WORK INSTRUCTIONS: Read through the listing, and wherever a line holds the word "arct", return it.

INFORMATION SHOWN:
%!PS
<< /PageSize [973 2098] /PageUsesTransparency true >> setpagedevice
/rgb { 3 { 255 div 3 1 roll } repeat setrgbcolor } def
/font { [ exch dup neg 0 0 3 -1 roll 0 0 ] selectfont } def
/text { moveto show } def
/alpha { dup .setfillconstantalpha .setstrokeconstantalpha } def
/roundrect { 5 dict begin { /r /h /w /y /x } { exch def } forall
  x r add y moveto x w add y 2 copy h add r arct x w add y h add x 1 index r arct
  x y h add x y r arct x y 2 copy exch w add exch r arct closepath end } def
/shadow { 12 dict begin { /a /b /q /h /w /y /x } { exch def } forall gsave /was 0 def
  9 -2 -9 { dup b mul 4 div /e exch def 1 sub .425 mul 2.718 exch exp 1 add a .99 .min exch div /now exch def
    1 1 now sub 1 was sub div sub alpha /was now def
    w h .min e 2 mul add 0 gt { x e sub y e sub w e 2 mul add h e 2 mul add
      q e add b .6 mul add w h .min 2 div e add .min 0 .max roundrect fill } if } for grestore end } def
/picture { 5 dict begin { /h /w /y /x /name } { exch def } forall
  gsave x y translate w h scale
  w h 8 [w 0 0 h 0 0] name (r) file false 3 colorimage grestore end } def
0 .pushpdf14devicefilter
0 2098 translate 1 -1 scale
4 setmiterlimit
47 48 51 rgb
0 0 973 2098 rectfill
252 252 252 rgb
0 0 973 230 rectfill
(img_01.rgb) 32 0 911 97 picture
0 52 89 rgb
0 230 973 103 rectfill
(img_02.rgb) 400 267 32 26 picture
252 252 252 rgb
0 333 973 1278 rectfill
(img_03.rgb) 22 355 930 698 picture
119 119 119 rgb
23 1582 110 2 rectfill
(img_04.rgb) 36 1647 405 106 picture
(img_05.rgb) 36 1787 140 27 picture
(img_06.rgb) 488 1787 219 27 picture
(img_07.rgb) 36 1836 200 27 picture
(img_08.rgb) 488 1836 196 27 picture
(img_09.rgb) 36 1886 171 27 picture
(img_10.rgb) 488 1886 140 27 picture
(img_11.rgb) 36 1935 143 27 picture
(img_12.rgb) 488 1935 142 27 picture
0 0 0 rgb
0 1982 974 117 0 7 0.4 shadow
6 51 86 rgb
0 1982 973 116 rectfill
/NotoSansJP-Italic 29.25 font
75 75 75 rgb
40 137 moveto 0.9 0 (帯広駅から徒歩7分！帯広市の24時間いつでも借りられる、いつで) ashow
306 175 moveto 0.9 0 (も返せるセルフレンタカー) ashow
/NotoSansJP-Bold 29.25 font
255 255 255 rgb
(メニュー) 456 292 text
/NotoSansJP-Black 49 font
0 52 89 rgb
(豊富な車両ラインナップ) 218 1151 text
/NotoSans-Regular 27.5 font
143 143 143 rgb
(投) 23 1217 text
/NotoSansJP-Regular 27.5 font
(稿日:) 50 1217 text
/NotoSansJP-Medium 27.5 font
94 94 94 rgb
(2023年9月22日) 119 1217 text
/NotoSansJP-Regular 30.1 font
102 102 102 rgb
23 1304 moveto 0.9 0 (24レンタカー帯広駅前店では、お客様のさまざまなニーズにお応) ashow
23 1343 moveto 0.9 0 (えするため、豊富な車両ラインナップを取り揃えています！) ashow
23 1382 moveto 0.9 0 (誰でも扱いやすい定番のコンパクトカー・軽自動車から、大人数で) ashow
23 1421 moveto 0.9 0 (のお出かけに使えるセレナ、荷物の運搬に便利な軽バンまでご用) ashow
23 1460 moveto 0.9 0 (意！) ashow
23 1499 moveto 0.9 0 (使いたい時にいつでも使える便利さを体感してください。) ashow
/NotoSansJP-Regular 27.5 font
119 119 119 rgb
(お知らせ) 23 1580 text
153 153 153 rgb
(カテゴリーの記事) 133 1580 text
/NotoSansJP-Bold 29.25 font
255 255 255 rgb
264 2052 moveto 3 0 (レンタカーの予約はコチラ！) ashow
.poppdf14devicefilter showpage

* * *

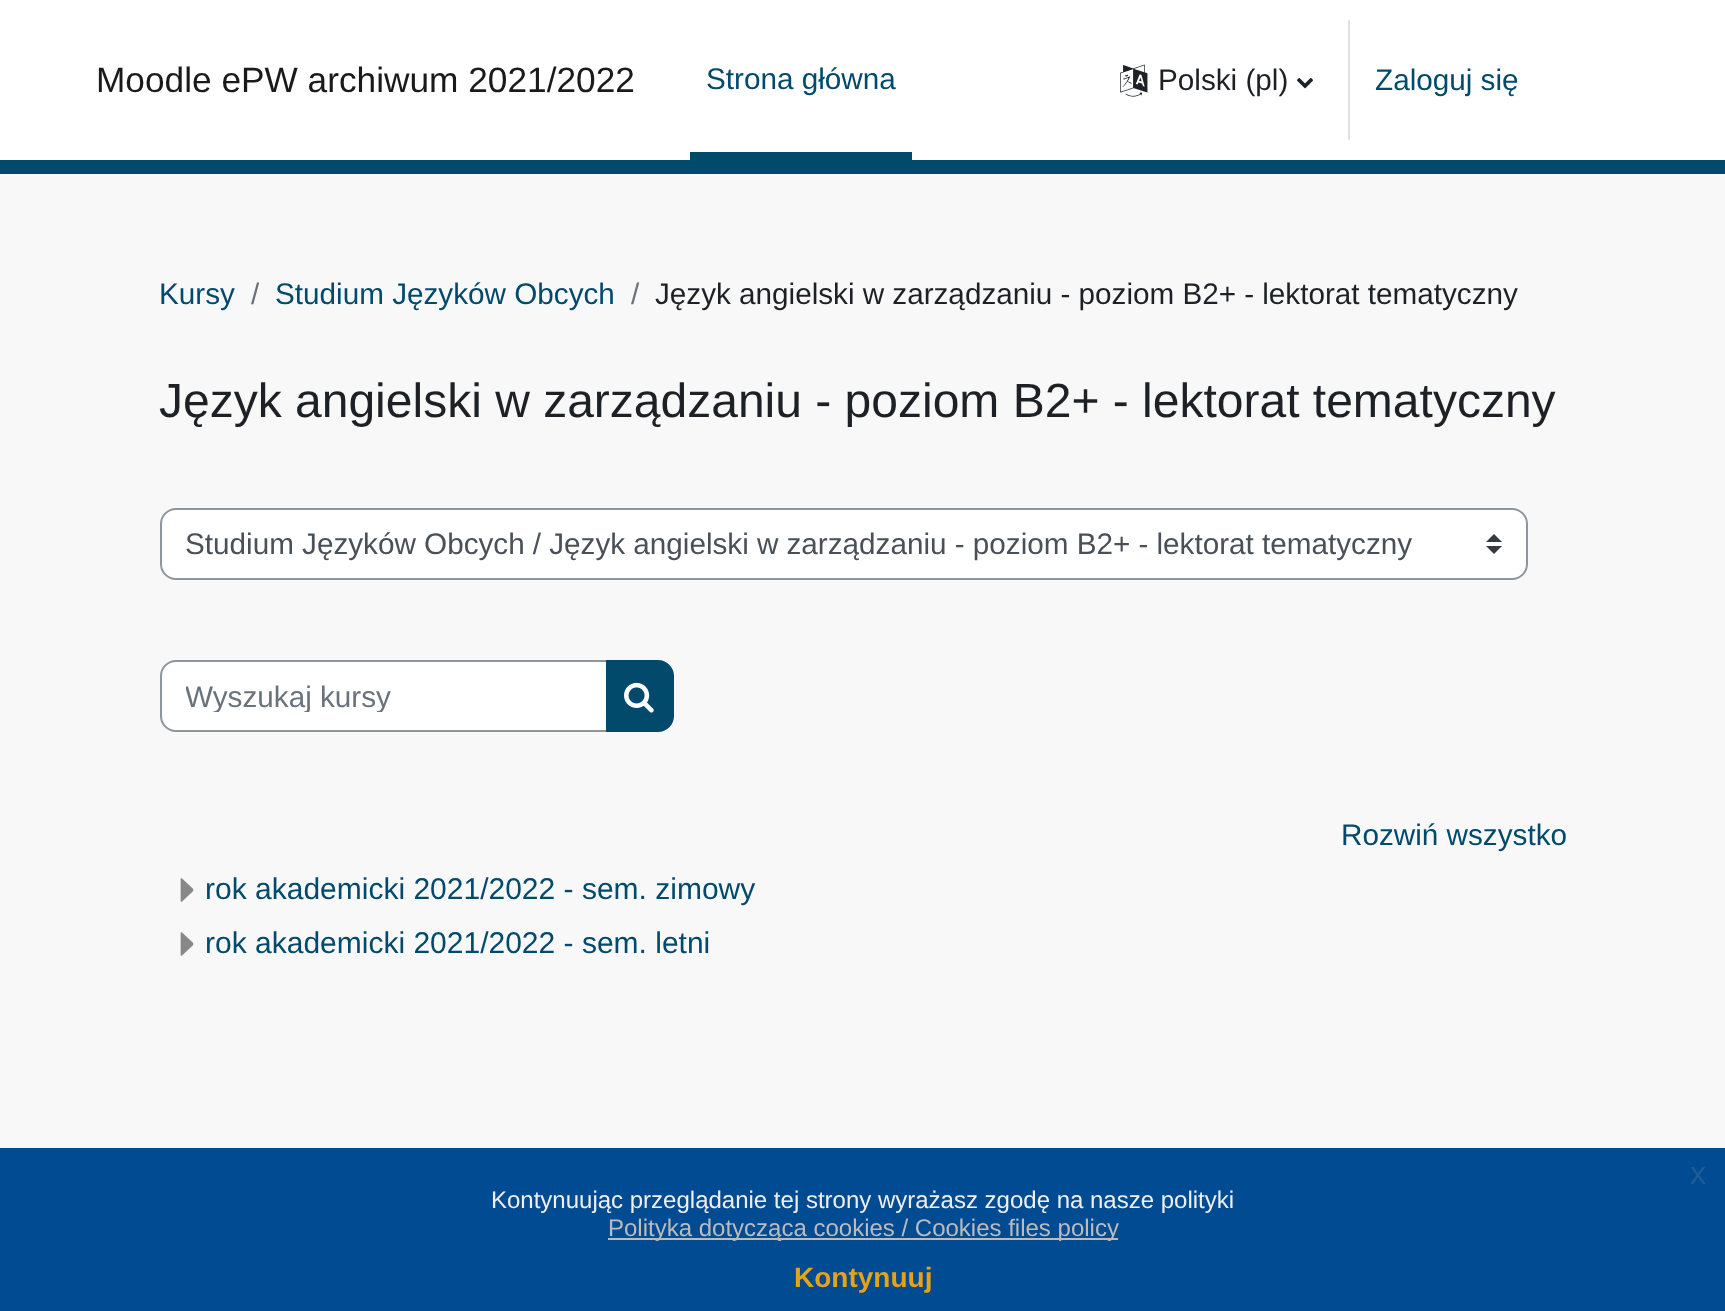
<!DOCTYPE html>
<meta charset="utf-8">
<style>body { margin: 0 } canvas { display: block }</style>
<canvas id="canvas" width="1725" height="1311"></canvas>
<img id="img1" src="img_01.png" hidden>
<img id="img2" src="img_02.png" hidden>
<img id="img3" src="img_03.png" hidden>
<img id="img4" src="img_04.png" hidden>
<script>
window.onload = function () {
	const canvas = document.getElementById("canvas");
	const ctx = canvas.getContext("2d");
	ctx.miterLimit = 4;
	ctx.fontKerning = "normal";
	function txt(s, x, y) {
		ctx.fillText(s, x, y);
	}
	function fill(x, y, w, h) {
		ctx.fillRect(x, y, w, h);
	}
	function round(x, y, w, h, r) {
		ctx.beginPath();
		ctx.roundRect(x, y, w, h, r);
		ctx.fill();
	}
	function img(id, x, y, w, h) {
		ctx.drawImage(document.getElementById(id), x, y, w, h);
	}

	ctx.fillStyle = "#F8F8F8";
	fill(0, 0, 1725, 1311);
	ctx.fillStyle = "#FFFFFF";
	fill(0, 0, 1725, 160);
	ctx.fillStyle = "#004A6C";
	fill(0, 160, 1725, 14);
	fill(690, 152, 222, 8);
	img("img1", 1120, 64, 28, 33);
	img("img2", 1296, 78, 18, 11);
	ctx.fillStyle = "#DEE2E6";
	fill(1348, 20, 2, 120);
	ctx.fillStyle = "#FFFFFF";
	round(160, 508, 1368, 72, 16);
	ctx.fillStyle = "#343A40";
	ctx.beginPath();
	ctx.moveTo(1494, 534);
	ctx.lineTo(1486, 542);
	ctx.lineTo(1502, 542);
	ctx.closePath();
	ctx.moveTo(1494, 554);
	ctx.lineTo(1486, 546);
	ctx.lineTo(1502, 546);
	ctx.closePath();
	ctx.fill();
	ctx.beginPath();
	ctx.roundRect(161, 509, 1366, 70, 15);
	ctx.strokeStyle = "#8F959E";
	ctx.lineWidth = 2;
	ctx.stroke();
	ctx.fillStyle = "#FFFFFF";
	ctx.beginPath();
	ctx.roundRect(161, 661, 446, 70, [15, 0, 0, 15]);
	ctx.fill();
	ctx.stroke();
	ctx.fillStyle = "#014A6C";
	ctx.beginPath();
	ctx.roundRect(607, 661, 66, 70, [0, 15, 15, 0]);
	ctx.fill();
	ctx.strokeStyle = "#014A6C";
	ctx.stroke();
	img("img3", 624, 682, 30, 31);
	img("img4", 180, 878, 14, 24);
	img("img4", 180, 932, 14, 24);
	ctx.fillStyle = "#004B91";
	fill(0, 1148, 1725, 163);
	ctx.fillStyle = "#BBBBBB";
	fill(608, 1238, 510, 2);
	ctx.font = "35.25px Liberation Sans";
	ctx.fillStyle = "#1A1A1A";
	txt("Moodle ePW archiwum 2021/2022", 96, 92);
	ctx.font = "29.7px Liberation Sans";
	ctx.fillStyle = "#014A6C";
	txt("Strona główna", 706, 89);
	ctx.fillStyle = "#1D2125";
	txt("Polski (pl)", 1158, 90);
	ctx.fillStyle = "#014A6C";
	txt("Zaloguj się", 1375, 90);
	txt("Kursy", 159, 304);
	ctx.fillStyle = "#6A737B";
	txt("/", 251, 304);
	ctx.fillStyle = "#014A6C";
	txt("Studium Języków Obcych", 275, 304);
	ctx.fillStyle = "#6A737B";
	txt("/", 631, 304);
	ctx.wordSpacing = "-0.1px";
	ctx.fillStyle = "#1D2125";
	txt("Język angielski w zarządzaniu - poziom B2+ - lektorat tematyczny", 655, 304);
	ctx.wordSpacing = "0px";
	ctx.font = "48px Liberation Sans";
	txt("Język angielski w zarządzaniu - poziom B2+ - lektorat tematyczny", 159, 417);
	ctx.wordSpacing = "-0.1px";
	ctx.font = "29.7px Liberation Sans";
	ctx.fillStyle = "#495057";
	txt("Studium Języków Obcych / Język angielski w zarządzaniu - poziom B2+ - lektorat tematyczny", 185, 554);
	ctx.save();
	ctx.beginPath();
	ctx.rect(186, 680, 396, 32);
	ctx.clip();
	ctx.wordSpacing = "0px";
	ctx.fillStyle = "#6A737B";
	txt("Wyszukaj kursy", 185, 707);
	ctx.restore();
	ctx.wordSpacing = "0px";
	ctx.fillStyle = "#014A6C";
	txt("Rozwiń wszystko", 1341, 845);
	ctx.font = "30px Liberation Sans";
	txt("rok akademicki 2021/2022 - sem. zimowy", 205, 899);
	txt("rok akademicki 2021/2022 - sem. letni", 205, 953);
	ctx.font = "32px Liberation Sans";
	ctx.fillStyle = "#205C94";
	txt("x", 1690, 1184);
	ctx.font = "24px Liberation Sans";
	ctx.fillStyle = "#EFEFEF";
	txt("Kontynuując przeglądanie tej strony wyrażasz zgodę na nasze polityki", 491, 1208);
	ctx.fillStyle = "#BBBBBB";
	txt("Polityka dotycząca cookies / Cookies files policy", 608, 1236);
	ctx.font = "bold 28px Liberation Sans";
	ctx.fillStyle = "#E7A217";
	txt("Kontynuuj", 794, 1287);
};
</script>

FINISHED EXERCISE:
  x r add y moveto x w add y 2 copy h add r arct x w add y h add x 1 index r arct
  x y h add x y r arct x y 2 copy exch w add exch r arct closepath end } def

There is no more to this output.